Por otro lado, el libro de Andrés Neuman (Buenos Aires, 1977), elabora una novela narrativamente más compleja, con tres voces distintas, las tres orientadas hacia el recuerdo más o menos inmediato y con la dolorosa experiencia de la enfermedad. El padre, la madre y el hijo se hablan a sí mismos, en la soledad de su interior sobre un hecho que les dejará una marca de por vida: la enfermedad terminal del padre. Mientras Mario y Elena, este matrimonio que presiente la muerte del primero, se concientizan de la finitud de su tiempo juntos, Lito, el hijo de ambos, es “protegido” de la verdad. En la novela, la muerte es un estado que se puede asimilar, pero no la culpa que genera a su alrededor. La inocencia de la infancia de Lito, el procurarle momentos y recuerdos felices es la preocupación de sus padres, quienes por la enfermedad ven trastabillar su amor, el deseo, aunque no las ganas de estar juntos. En este sentido, Elena llega a ser un personaje entrañablemente complejo, de innumerables dudas y culpas, de un autodescribimiento de un lado perverso, humano y a la vez dulce. Es un ser dual que a medida que la enfermedad de Mario empeora, se separa de lo que hace, de lo que dice y de lo que piensa. La enfermedad genera un continuo estado de cambio para quien la padece y para quien lo observa, es una tierra fértil para cuestionamientos sobre el bien y el mal, sobre la bondad y el egoísmo. La muerte cuestiona también, si es un tipo de cobardía o heroísmo. El dolor es visto también por parte de Elena no como un acto de redención, sino de procurar salir del analgésico estado al que lleva soportar la lenta agonía de su compañero, el dolor le procura emociones, mientras que la resignación la paraliza. En este sentido, el libro transita por el recuerdo, la niñez, el matrimonio, la infidelidad, la vejez de una manera profunda y vehemente.
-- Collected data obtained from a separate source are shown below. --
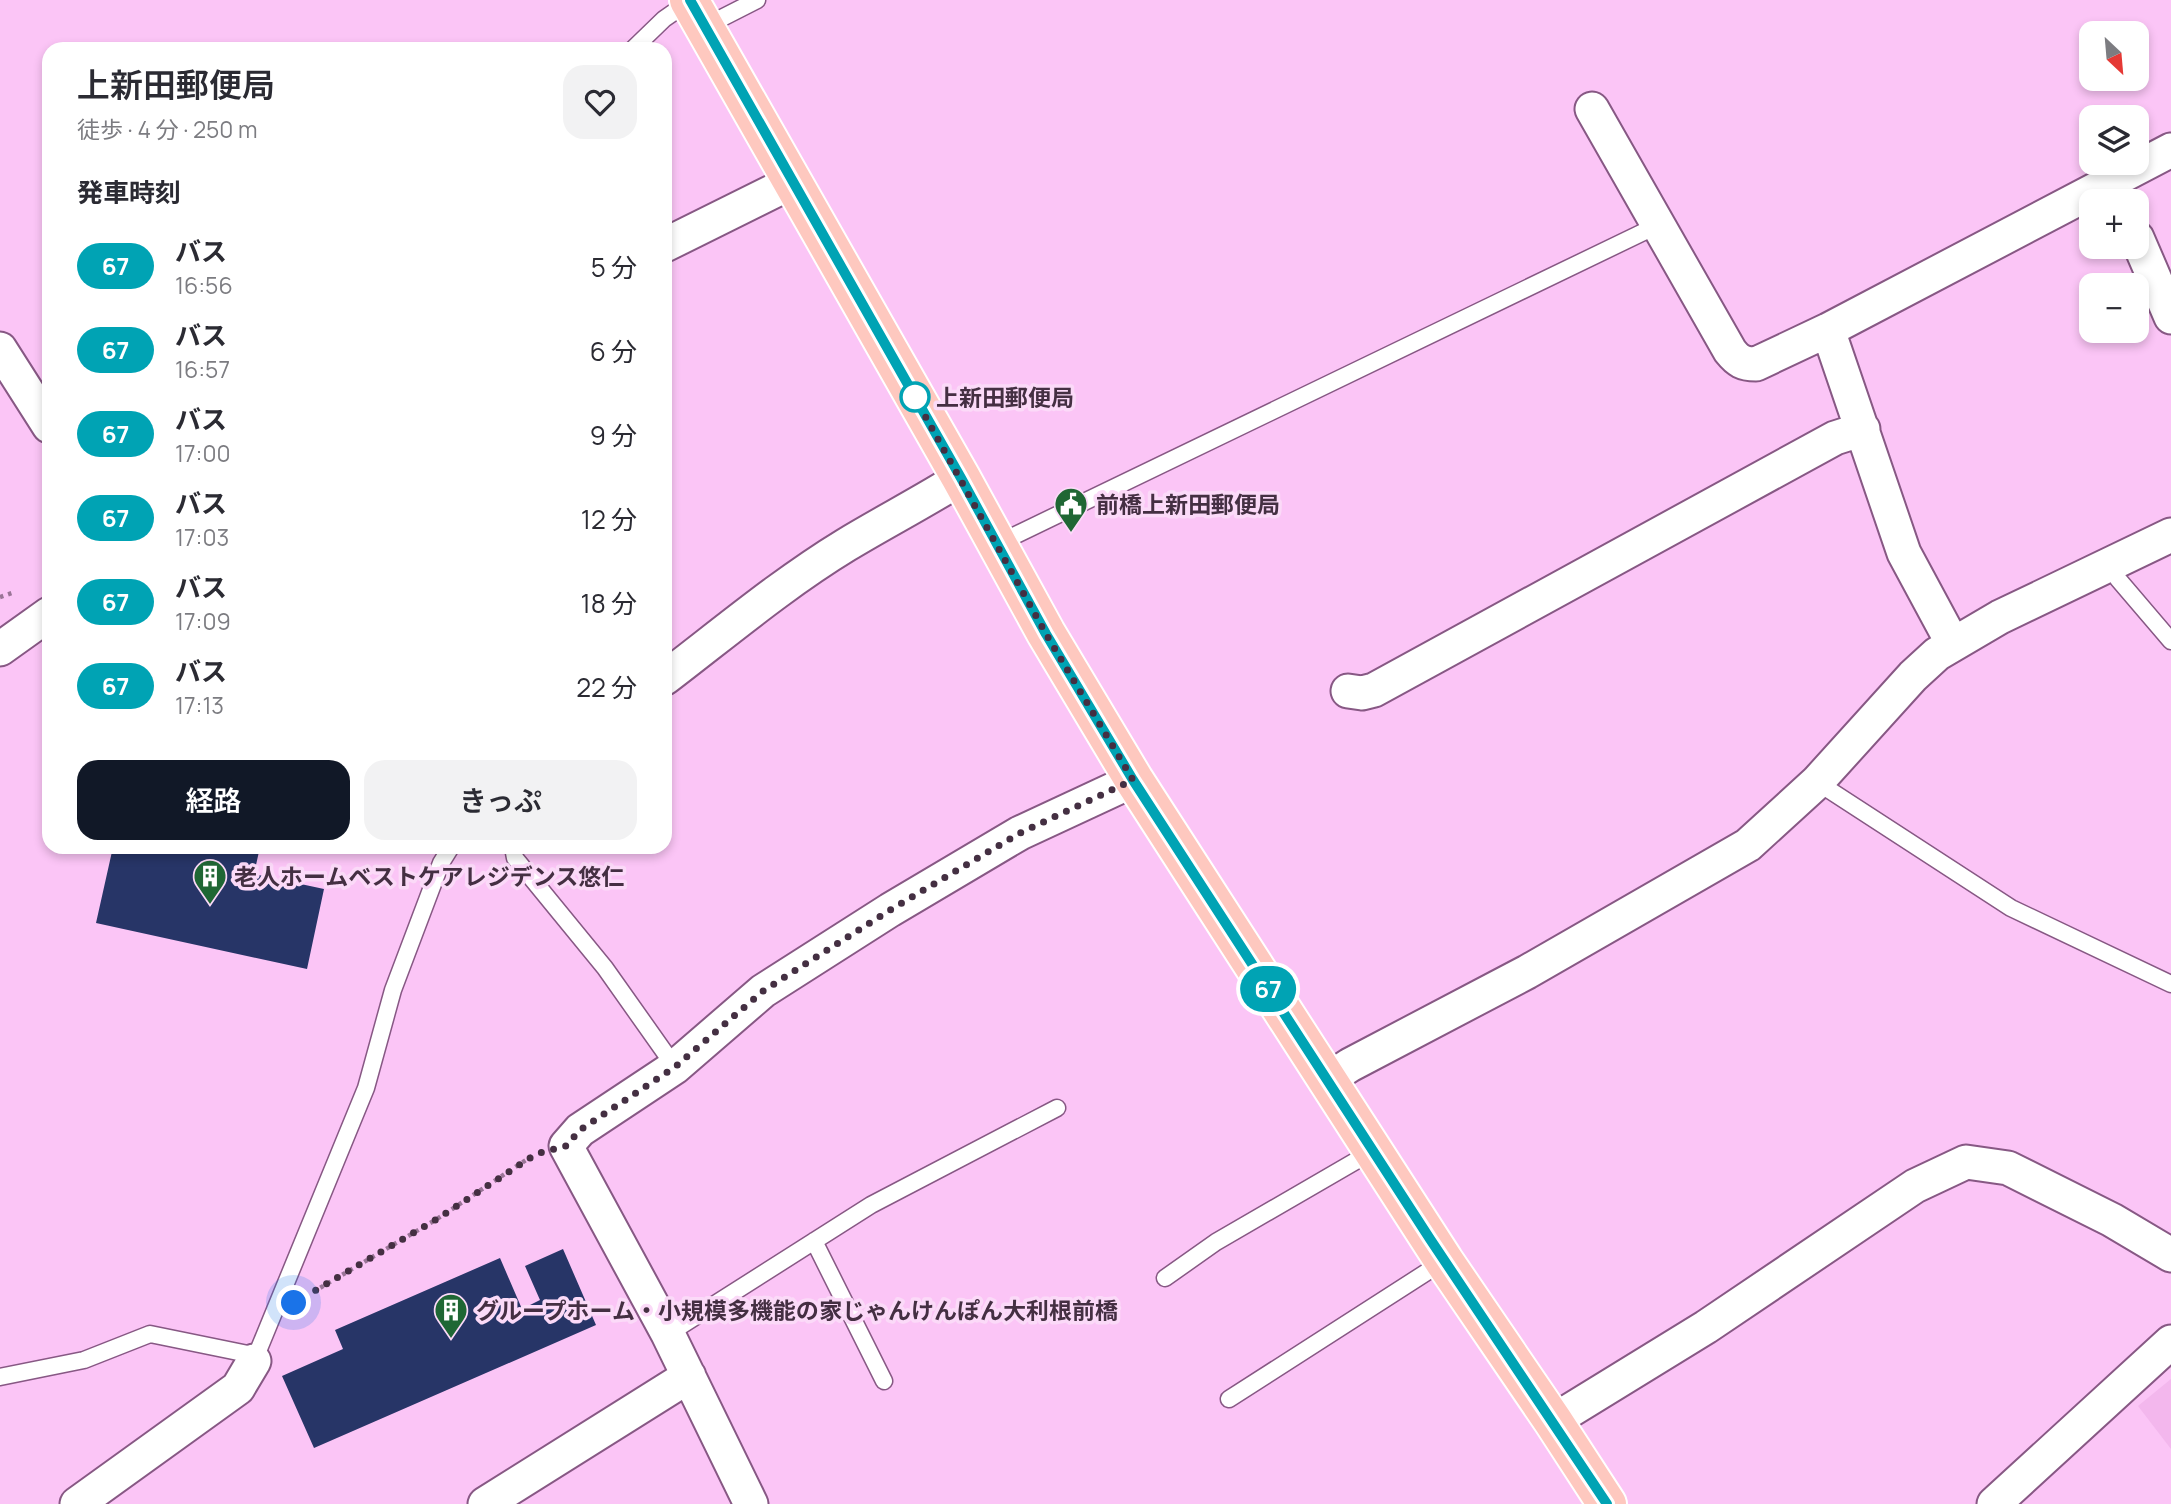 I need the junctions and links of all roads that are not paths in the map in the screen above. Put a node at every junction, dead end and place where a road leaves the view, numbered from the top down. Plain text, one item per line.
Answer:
1 (757, 0) edge
2 (695, 9) edge
3 (640, 42) edge
4 (1592, 109) dead end
5 (2171, 150) edge
6 (792, 182) junction
7 (2120, 189) edge
8 (2079, 209) edge
9 (1658, 225) junction
10 (672, 242) edge
11 (2146, 259) edge
12 (2171, 317) edge
13 (1828, 330) junction
14 (0, 349) edge
15 (42, 415) edge
16 (1863, 429) junction
17 (961, 478) junction
18 (2171, 535) edge
19 (997, 544) junction
20 (2111, 563) junction
21 (42, 619) edge
22 (2171, 641) edge
23 (1953, 644) junction
24 (0, 649) edge
25 (672, 673) edge
26 (1348, 691) dead end
27 (1133, 780) junction
28 (1817, 782) junction
29 (446, 854) edge
30 (514, 854) edge
31 (2171, 984) edge
32 (675, 1067) junction
33 (1327, 1080) junction
34 (1057, 1108) dead end
35 (1373, 1151) junction
36 (814, 1241) junction
37 (2171, 1255) edge
38 (1444, 1261) junction
39 (1166, 1278) dead end
40 (668, 1334) junction
41 (2171, 1342) edge
42 (254, 1361) junction
43 (690, 1376) junction
44 (0, 1377) edge
45 (884, 1381) dead end
46 (1229, 1399) dead end
47 (1553, 1421) junction
48 (77, 1504) edge
49 (485, 1504) edge
50 (751, 1504) edge
51 (1607, 1504) edge
52 (1994, 1504) edge

1 - 2 lane
2 - 3 lane
2 - 6 main road
4 - 9 street
5 - 7 street
6 - 10 street
6 - 17 main road
8 - 13 street
9 - 13 street
9 - 19 lane
11 - 12 street
13 - 16 street
14 - 15 street
16 - 23 street
16 - 26 street
17 - 19 main road
17 - 25 street
18 - 20 street
19 - 27 main road
20 - 22 lane
20 - 23 street
21 - 24 street
23 - 28 street
27 - 32 street
27 - 33 main road
28 - 31 lane
28 - 33 street
29 - 42 lane
30 - 32 lane
32 - 40 street
33 - 35 main road
34 - 36 lane
35 - 38 main road
35 - 39 lane
36 - 40 lane
36 - 45 lane
37 - 47 street
38 - 46 lane
38 - 47 main road
40 - 43 street
41 - 52 street
42 - 44 lane
42 - 48 street
43 - 49 street
43 - 50 street
47 - 51 main road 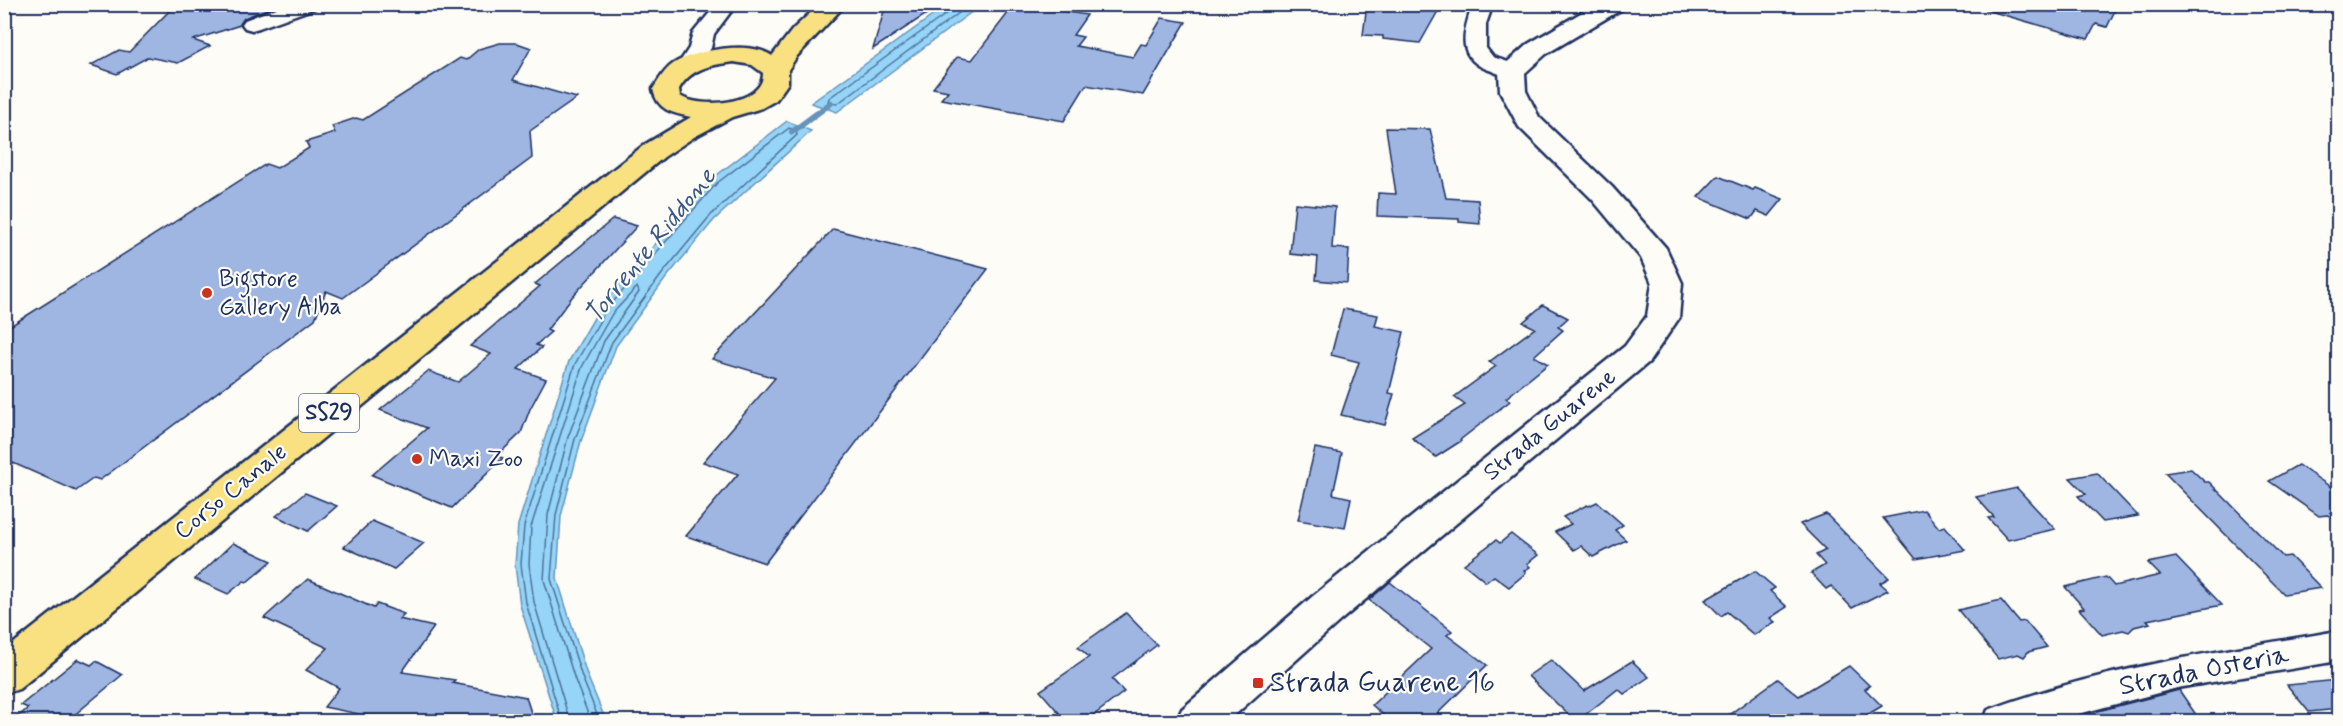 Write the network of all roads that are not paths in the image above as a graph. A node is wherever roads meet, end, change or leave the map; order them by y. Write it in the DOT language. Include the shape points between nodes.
graph roads {
  1 [pos="308,4"];
  2 [pos="721,4"];
  3 [pos="835,4"];
  4 [pos="1483,4"];
  5 [pos="1614,4"];
  6 [pos="252,24"];
  7 [pos="804,30"];
  8 [pos="704,33"];
  9 [pos="740,55"];
  10 [pos="689,65"];
  11 [pos="775,69"];
  12 [pos="1512,71"];
  13 [pos="678,106"];
  14 [pos="722,112"];
  15 [pos="654,152"];
  16 [pos="2338,646"];
  17 [pos="4,676"];
  18 [pos="1197,722"];
  19 [pos="2001,722"];
  1 -- 6 [label="street"];
  2 -- 8 [label="street" via="722,10"];
  3 -- 7 [label="main road, Corso Canale"];
  4 -- 12 [label="street" via="1476,24 1475,49 1485,62"];
  5 -- 12 [label="main road" via="1537,50"];
  7 -- 9 [label="main road, Corso Canale" via="770,47"];
  7 -- 11 [label="main road, Corso Canale"];
  8 -- 9 [label="street" via="717,47"];
  8 -- 10 [label="street"];
  9 -- 10 [label="main road, Corso Canale"];
  9 -- 11 [label="main road" via="759,58"];
  10 -- 13 [label="main road" via="672,77 667,88 669,98"];
  11 -- 14 [label="main road, Corso Canale" via="776,80 764,96"];
  12 -- 18 [label="main road, Strada Guarene" via="1514,91 1528,121 1602,193 1655,255 1667,284 1663,318 1637,354 1327,608"];
  13 -- 14 [label="main road, Corso Canale"];
  13 -- 15 [label="main road, Corso Canale" via="678,119"];
  14 -- 15 [label="main road, Corso Canale"];
  15 -- 17 [label="main road, Corso Canale / SS29"];
  16 -- 19 [label="street, Strada Osteria" via="2177,673 2067,699"];
}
Las tres novelas tienen como punto en común a personajes que viven la exploración al pasado y su lenta pero continua transformación al presente. La mirada hacia el tiempo, uno en el cual quizá había más ingenuidad y más alegrías, un tiempo extinto, cambiado o totalmente perdido. Estas novelas son como una serie de fotografías que explican un determinado momento, al tiempo que lo recomponen, lo ficcionalizan, lo crean nuevamente. Es evitar su pérdida, salvarlo del olvido, pero también desde un ángulo íntimo, personalísimo y por lo mismo, entrañable porque no buscan maquillar, sino al contrario, logran literatura que refleja honestidad, los tres autores se aventuran a narrar situaciones dolorosas o poco halagüeñas y no temen adentrarse a contar como si de ellos mismos se tratara. Las similitudes entre los autores y las obras son engañosas y ponen sobre la mesa nuevamente la idea de una literatura biográfica, anecdótica, autorreferencial. Si bien tanto Nettel como Zambra y Neuman ponen a sus protagonistas como escritores, incluso haciendo referencia a personas reales como si de ellos mismos se tratara, reflexionando sobre literatura y libros, sobre el ejercicio de escribir, los autores trazan la frontera de la ficción y la autobiografía y proponen una lectura más libre al tiempo que íntima. Tampoco importa si lo que se cuenta es o no “verdad”. Lo que realmente trasciende es la verosimilitud y la honestidad de las tres novelas, la preocupación por capturar el momento fugaz que es la vida en una prosa impecable, que atrapa al lector desde las primeras líneas y que no lo sueltan hasta el final.